I have a class and its properties; the access to these properties is very frequently done by different threads.

It is more efficient use the same object (for the lock statement) for each property?

private readonly object padlock = new object();

private string name;
private int age;

public string Name
{
   get
   {
      lock(padlock)
         return name;
   }

   set
   {
      lock(padlock)
         name = value;
   }
}

public int Age
{
   get
   {
      lock(padlock)
         return age;
   }

   set
   {
      lock(padlock)
         age = value;
   }
}

Or to use a different object for each property?

private readonly object padlockName = new object();
private readonly object padlockAge = new object();

private string name;
private int age;

public string Name
{
   get
   {
      lock(padlockName)
         return name;
   }

   set
   {
      lock(padlockName)
         name = value;
   }
}

public int Age
{
   get
   {
      lock(padlockAge)
         return age;
   }

   set
   {
      lock(padlockAge)
         age = value;
   }
}

The second version makes any sense?

like image 962
Nick Avatar asked Oct 06 '22 20:10

Nick


1 Answers

I hesitate to even answer the question you've asked, because I doubt that either of these locking patterns will ensure correctness in your application. They don't ensure that the object as a whole is kept in a consistent state - they just ensure that individual properties are not updated concurrently. To put it another way, you've implemented atomic reads and writes in a roundabout way.
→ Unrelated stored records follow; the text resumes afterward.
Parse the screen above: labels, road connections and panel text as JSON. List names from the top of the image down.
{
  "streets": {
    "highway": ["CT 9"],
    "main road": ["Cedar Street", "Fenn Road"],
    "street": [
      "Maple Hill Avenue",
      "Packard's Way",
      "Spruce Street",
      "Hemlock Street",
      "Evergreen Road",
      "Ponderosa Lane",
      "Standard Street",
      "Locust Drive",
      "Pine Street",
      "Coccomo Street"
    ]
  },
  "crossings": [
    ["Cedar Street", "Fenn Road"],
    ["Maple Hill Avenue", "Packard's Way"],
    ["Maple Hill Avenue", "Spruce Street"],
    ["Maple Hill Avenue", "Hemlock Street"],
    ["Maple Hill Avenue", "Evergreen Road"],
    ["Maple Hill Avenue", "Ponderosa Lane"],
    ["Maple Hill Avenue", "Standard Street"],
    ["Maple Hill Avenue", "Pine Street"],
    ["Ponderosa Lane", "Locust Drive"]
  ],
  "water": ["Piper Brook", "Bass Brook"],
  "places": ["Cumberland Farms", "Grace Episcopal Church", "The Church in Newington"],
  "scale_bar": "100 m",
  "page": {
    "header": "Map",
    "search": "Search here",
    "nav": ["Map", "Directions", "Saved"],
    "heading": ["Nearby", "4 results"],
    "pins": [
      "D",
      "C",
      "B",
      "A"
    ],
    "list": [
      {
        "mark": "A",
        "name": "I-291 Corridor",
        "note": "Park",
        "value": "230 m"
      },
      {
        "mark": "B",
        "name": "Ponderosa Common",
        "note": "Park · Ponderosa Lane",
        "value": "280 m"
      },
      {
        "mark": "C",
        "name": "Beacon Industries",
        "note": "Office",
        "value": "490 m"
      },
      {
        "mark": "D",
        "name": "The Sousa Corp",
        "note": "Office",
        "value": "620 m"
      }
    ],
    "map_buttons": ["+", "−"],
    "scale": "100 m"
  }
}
For example, say you had an operation that would increment Age. If two different threads did that at once, the final result could be (Age + 1) or (Age + 2).

You should most likely remove locking from within the object, and have callers deal with concurrency issues as appropriate. One easy solution is to lock the entire object for the duration of their interaction with it. eg:

lock(myObj){
  myObj.Age++;
  myObj.Name = "Bill";
}

Update

To expand on my middle paragraph, the reason that running Age++ on two different threads could give different results is because the ++ operator is not atomic. It is roughly equivalent to this.

int temp = Age;
temp = temp + 1;
Age = temp;

If two threads ran the same thing, it could execute in order like this (for clarity I've changed names of the temp variables):

int temp1 = Age; //thread 1
int temp2 = Age; //thread 2
temp1 = temp1 + 1;  //thread 1
temp2 = temp2 + 1; //thread 2
Age = temp1; //thread 1
Age = temp2; //thread 2

The purpose of locking is to ensure that one thread runs the entire read-increment-write sequence before the other thread does. But your locking scheme doesn't do that.